Gallery of statues

The entire southern side overlooking the noble courtyard of the Mansion’s first floor is dominated by a sole room that connects the southwestern staircase of the zone designated as the private apartments of Bartolomeo III Arese and which opens at about mid-level on a compact series of rooms that were the apartments of his heir, Giulio II. The cultural valence of these rooms are evidenced in the rich set of wall paintings of the hall, which must have once been populated by many statues, which the 17th-century inventories mention only in generic lists, but must have included small and big sculptures probably traced to ancient and also modern eras.
Marked by regular architectonic frames enriched by elegant floral motif decorations, on the walls opposite each other on both sides of the room, there are real windows with false paintings on them, opening out over a hypothetic rustic courtyard.

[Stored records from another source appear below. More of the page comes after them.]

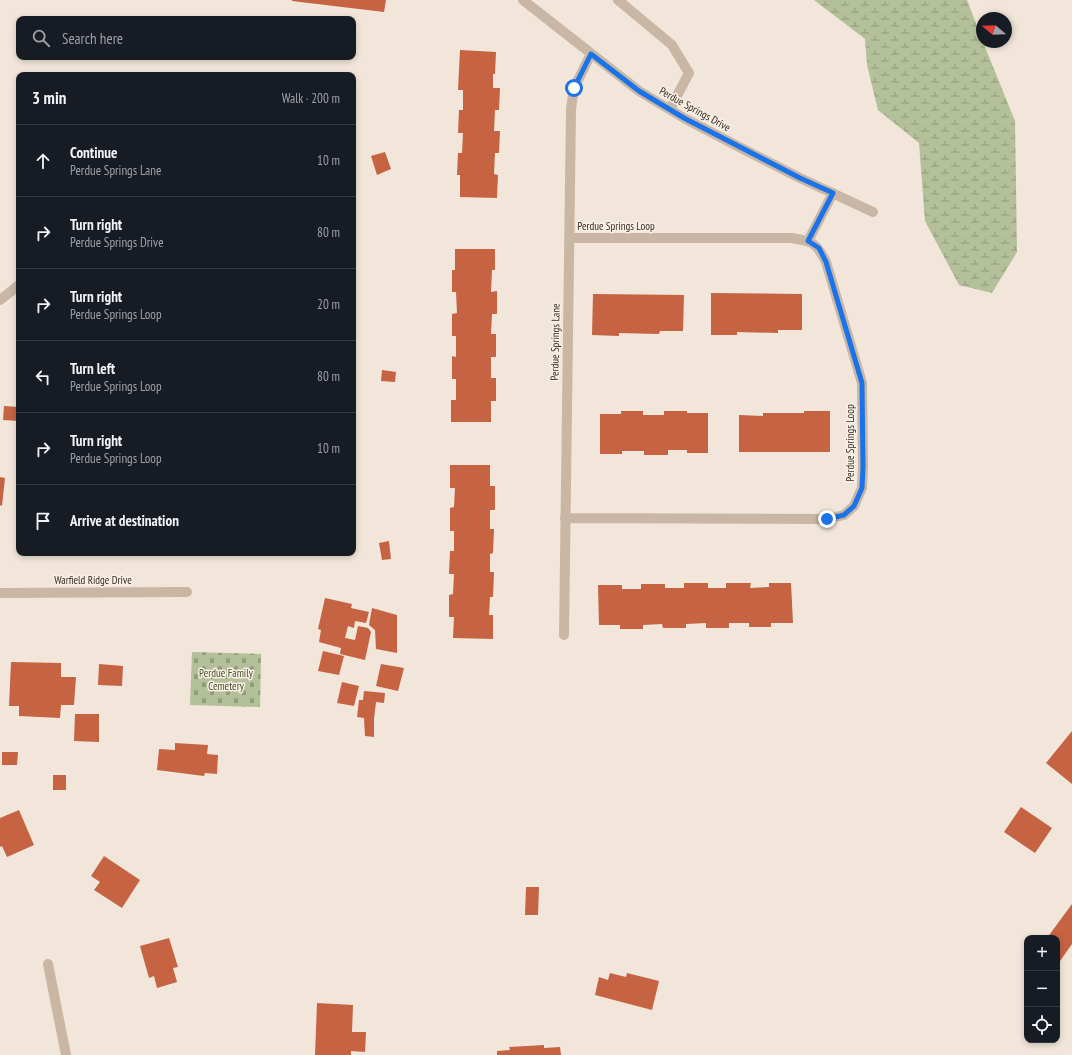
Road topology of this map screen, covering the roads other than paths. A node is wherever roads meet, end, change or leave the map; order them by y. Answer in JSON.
{"nodes":[{"id":1,"x":523,"y":0,"type":"edge"},
{"id":2,"x":618,"y":0,"type":"edge"},
{"id":3,"x":591,"y":54,"type":"junction"},
{"id":4,"x":670,"y":109,"type":"junction"},
{"id":5,"x":833,"y":193,"type":"junction"},
{"id":6,"x":873,"y":212,"type":"dead end"},
{"id":7,"x":569,"y":238,"type":"junction"},
{"id":8,"x":808,"y":241,"type":"junction"},
{"id":9,"x":16,"y":287,"type":"edge"},
{"id":10,"x":0,"y":300,"type":"edge"},
{"id":11,"x":565,"y":518,"type":"junction"},
{"id":12,"x":187,"y":592,"type":"dead end"},
{"id":13,"x":0,"y":593,"type":"edge"},
{"id":14,"x":564,"y":635,"type":"dead end"},
{"id":15,"x":48,"y":964,"type":"dead end"},
{"id":16,"x":66,"y":1055,"type":"edge"}],
"edges":[{"from":1,"to":3,"type":"street","name":"Perdue Springs Drive"},
{"from":2,"to":4,"type":"street"},
{"from":3,"to":4,"type":"street","name":"Perdue Springs Drive"},
{"from":3,"to":7,"type":"street","name":"Perdue Springs Lane"},
{"from":4,"to":5,"type":"street","name":"Perdue Springs Drive"},
{"from":5,"to":6,"type":"street","name":"Perdue Springs Drive"},
{"from":5,"to":8,"type":"street"},
{"from":7,"to":8,"type":"street","name":"Perdue Springs Loop"},
{"from":7,"to":11,"type":"street","name":"Perdue Springs Lane"},
{"from":8,"to":11,"type":"street","name":"Perdue Springs Loop"},
{"from":9,"to":10,"type":"street"},
{"from":11,"to":14,"type":"street","name":"Perdue Springs Lane"},
{"from":12,"to":13,"type":"street","name":"Warfield Ridge Drive"},
{"from":15,"to":16,"type":"street"}]}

The inter-columns between both types of windows are filled with monochrome gold figures that symbolise the Liberal Arts (on the opposite side), the personages that excelled in such disciplines: Grammar/Aristarchus; Rhetoric/Cicero; Logic/Zeno of Elea; Poetry/Homer; Painting/Zeus; Music/Heron; and Arithmetic/Pythagoras. The door set on the west wall, is dominated from above by a half-bust of Aristotle, intellectual by definition, and flanked by the figure of Study, shown with the features of the young Giulio II Arese. On the opposite side, the door to the east is surmounted by the bust of Gaius Julius Cesar, with the Allegory of Intelligence at his side. In this way the wise route through the room is complete: the study and the Aristotle-type of methodology brings the young student, Arese, to master all the sciences and arts, following the example of the great philosophers of the past, but also in developing the ability to combine his own innate intelligence with the operational skills Cesar was gifted with. Lastly, on the contrary compared to the other halls, the Gallery is the only room of the first floor in which the centre of the ceiling’s panels are painted with a series of cupids holding the emblems of the arts and sciences, and in the corners, the stems of the mansion’s owners.

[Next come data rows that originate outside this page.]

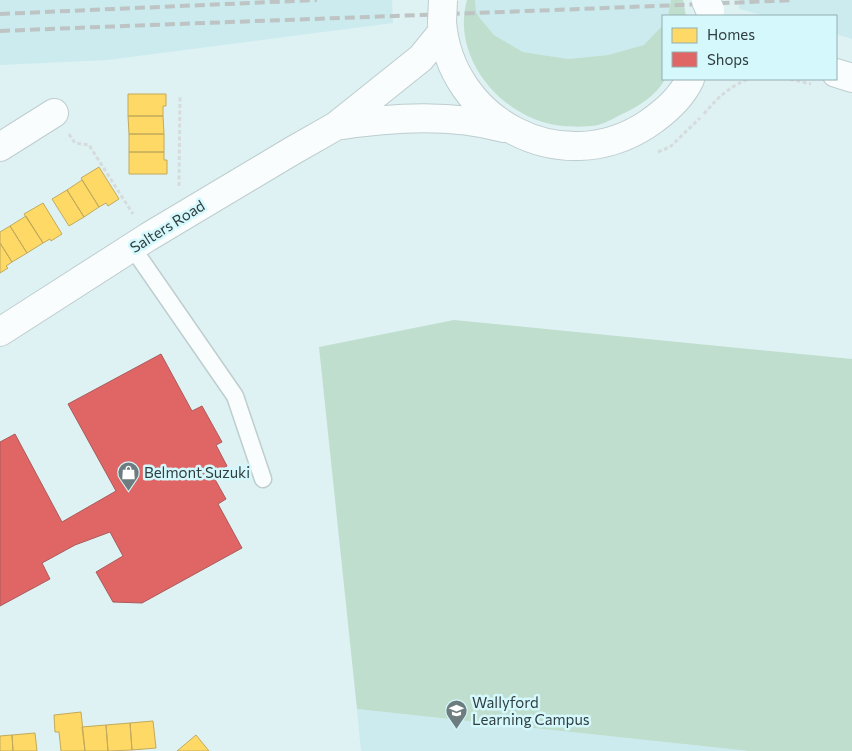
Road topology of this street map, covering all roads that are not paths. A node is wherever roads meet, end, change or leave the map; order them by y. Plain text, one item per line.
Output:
1 (442, 11) edge
2 (837, 73) edge
3 (852, 78) edge
4 (692, 82) edge
5 (54, 113) road end
6 (336, 126) junction
7 (511, 130) junction
8 (0, 147) edge
9 (140, 242) junction
10 (0, 332) edge
11 (263, 479) dead end

1 - 6 main road, Salters Road
1 - 7 main road
2 - 3 main road
4 - 7 main road
5 - 8 main road
6 - 7 main road, Salters Road
6 - 9 main road, Salters Road
9 - 10 main road, Salters Road
9 - 11 lane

An inscription painted on the entrance door leading to the southern staircase, bears the date 1663, to be interpreted as the year of the start of the decorative works on the hall, in honour of the studies undertaken by the young count. His sudden death in 1665, however, led to the start of a series of modification in the last two bays of the hall, especially on the ceiling where the cupids drop the Wings – symbol of the Arese family, and the stems connected to these are replaced by that of the Borromeo lineage, the new heirs of Bartolomeo III.
As to the autograph of this complex painting works, critiques found from the 17th-century inventories, a note referring to several sets of hands, later identified as those of Antonio Busca (1625-1686), probably the author of the decorations on the vault, the artist Giovanni Ghisolfi (1623-1683), for the architectonic frames in the background, and the brothers Giovanni Stefano (1612-1690) and Giuseppe Doneda (1609-1680 ca.) so-called Montalto, for the allegorical figures.